This article is a continuation of our manufacturing case study example to forecast tractor sales through time series and ARIMA models. You can find the previous parts at the following links:
Part 3: Introduction to ARIMA models for forecasting
In this part, we will use plots and graphs to forecast tractor sales for PowerHorse tractors through ARIMA. We will use ARIMA modeling concepts learned in the previous article for our case study example. But before we start our analysis, let’s have a quick discussion on forecasting:
Trouble with Nostradamus
Humans are obsessed about their future – so much so that they worry more about their future than enjoying the present. This is precisely the reason why horoscopists, soothsayers, and fortune tellers are always in high-demand. Michel de Nostredame (a.k.a Nostradamus) was a French soothsayer who lived in the 16th century. In his book Les Propheties (The Prophecies) he made predictions about important events to follow till the end of time. Nostradamus’ followers believe that his predictions are irrevocably accurate about major events including the World Wars and the end of the world. For instance in one of the prophecies in his book, which later became one of his most debated and popular prophesies, he wrote the following
“Beasts ferocious with hunger will cross the rivers
The greater part of the battlefield will be against Hister.

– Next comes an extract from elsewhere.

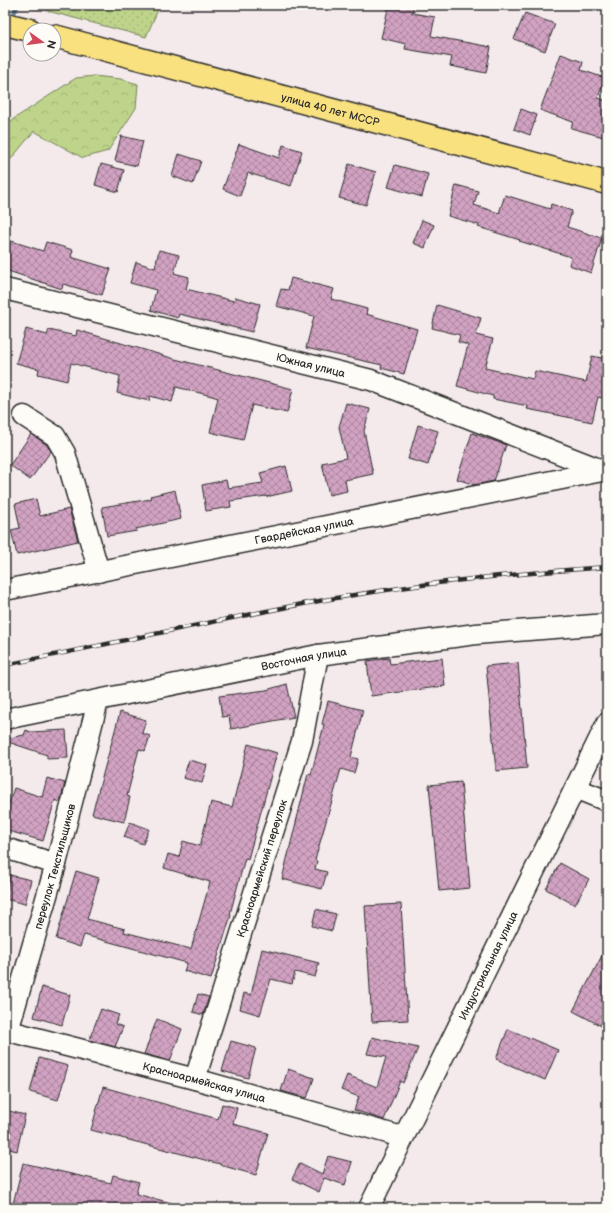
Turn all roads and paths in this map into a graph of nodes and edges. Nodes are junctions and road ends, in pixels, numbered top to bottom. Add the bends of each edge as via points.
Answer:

Into a cage of iron will the great one be drawn,
When the child of Germany observes nothing.”
His followers claim that Hister is an allusion to Adolf Hitlor where Nostradamus misspelled Hitlor’s name. One of the conspicuous thing about Nostradamus’ prophecies is that he never tagged these events to any date or time period. Detractors of Nostradamus believe that his book is full of cryptic pros (like the one above) and his followers try to force fit events to his writing. To dissuade detractors, one of his avid followers (based on his writing) predicted the month and the year for the end of the world as July 1999 – quite dramatic, isn’t it? Ok so of course nothing earth-shattering happened in that month of 1999 otherwise you would not be reading this article. However, Nostradamus will continue to be a topic of discussion because of the eternal human obsession to predict the future.
Time series modelling and ARIMA forecasting are scientific ways to predict the future. However, you must keep in mind that these scientific techniques are also not immune to force fitting and human biases. On this note let us return to our manufacturing case study example.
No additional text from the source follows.